(Dataset excerpts)
************
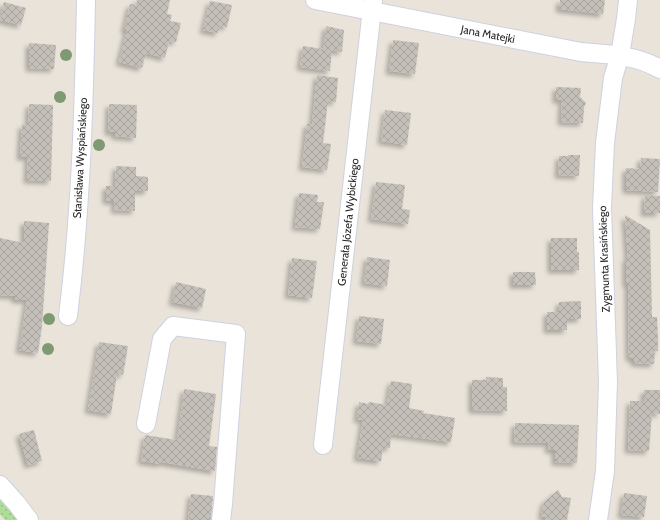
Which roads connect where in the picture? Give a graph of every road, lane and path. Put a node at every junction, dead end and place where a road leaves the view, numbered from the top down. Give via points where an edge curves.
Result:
1 (86, 0) edge
2 (315, 0) edge
3 (628, 0) edge
4 (372, 6) edge
5 (620, 55) junction
6 (660, 69) edge
7 (68, 316) dead end
8 (146, 424) dead end
9 (323, 445) dead end
10 (0, 485) edge
11 (29, 520) edge
12 (221, 520) edge
13 (598, 520) edge

1 - 7 street, Stanisława Wyspiańskiego via 86,51 77,218
2 - 4 street, Jana Matejki
3 - 5 street, Zygmunta Krasińskiego
4 - 5 street, Jana Matejki via 581,52
4 - 9 street, Generała Józefa Wybickiego
5 - 6 street, Jana Matejki
5 - 13 street, Zygmunta Krasińskiego via 613,78 606,136 602,208 608,382 605,471
8 - 12 street via 162,339 174,326 236,334
10 - 11 street

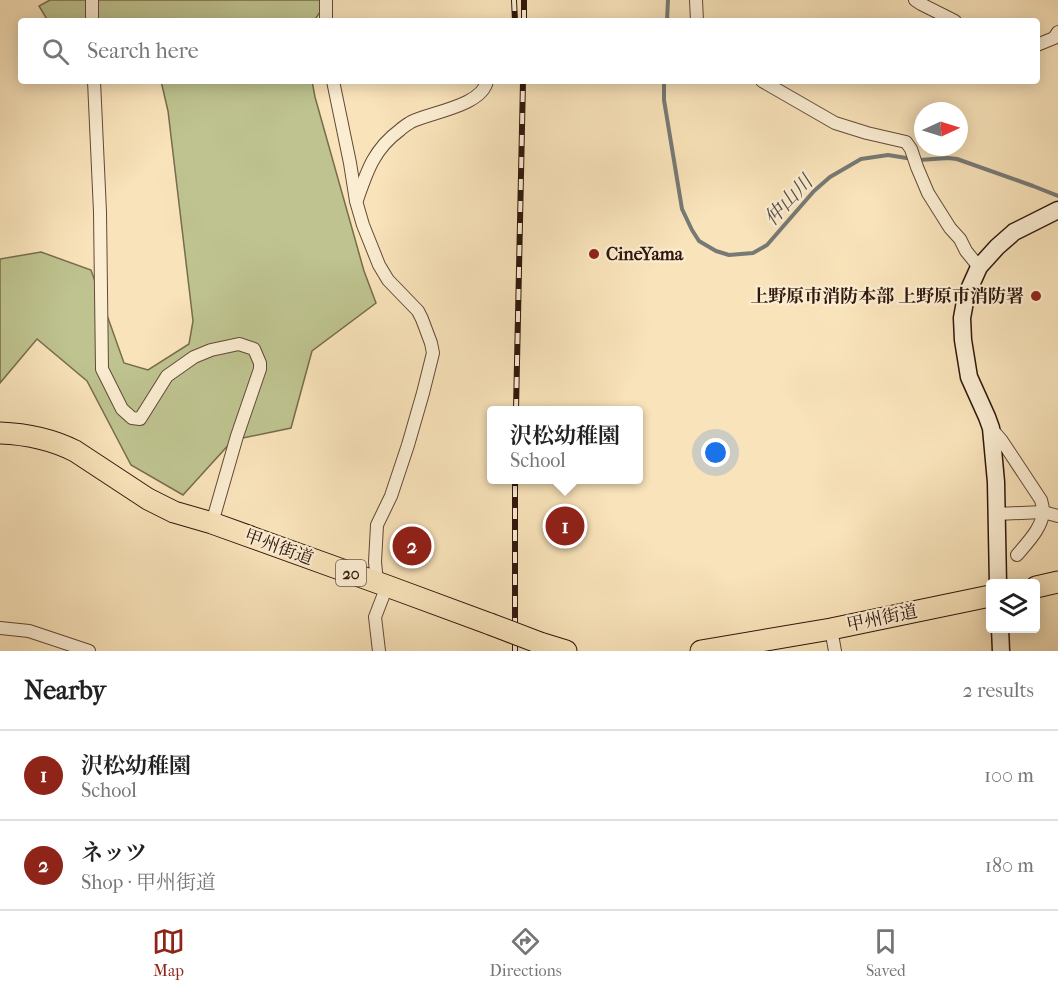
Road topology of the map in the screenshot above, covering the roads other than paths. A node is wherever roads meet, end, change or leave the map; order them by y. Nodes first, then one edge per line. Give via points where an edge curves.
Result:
1 (92, 0) edge
2 (326, 0) edge
3 (696, 0) edge
4 (915, 0) edge
5 (93, 18) edge
6 (326, 18) edge
7 (697, 18) edge
8 (949, 18) edge
9 (1058, 32) edge
10 (1040, 44) edge
11 (94, 84) edge
12 (334, 84) edge
13 (486, 84) edge
14 (767, 84) edge
15 (356, 201) junction
16 (1058, 210) edge
17 (979, 267) junction
18 (991, 428) junction
19 (0, 433) edge
20 (1043, 512) junction
21 (997, 514) junction
22 (1058, 516) edge
23 (212, 523) junction
24 (1017, 555) dead end
25 (998, 579) edge
26 (1058, 582) edge
27 (382, 584) junction
28 (1040, 586) edge
29 (986, 597) edge
30 (0, 628) edge
31 (831, 629) junction
32 (1000, 633) edge
33 (89, 651) edge
34 (379, 651) edge
35 (566, 651) edge
36 (702, 651) edge
37 (835, 651) edge
38 (1001, 651) edge

1 - 5 street
2 - 6 street
3 - 7 street
4 - 8 street
9 - 10 street
11 - 23 street via 102,369 122,409 132,418 140,418 167,376 211,350 239,344 254,349 260,363
12 - 15 street
13 - 15 street via 476,96 411,122 392,136 367,170
14 - 17 street via 835,123 906,142 928,193
15 - 27 street via 380,265 388,280 418,311 433,353 391,496 377,525 375,562
16 - 17 street via 1014,232
17 - 18 street via 966,296 963,340 969,377
18 - 20 street via 1041,500
18 - 21 street
19 - 23 highway, 甲州街道 / 20 via 29,435 62,445 148,499 174,512
20 - 21 street
20 - 22 street
20 - 24 street via 1029,542
21 - 25 street
23 - 27 highway, 甲州街道 / 20
26 - 28 highway
27 - 34 street via 375,616
27 - 35 highway, 甲州街道 / 20, bridge
29 - 31 highway, 甲州街道
30 - 33 street via 29,631
31 - 36 highway, 甲州街道
31 - 37 street
32 - 38 street

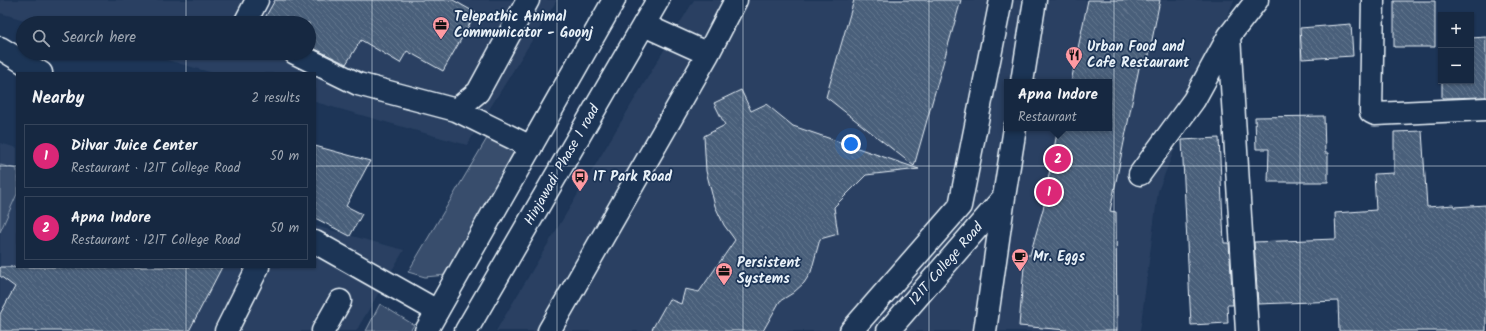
************
» WHAT YOU HAVE TO DO
I need each line of the entries that holds the string "where" located and copied.

» EXERCISE RESPONSE
Which roads connect where in the picture? Give a graph of every road, lane and path. Put a node at every junction, dead end and place where a road leaves the view, numbered from the top down. Give via points where an edge curves.
Road topology of the map in the screenshot above, covering the roads other than paths. A node is wherever roads meet, end, change or leave the map; order them by y. Nodes first, then one edge per line. Give via points where an edge curves.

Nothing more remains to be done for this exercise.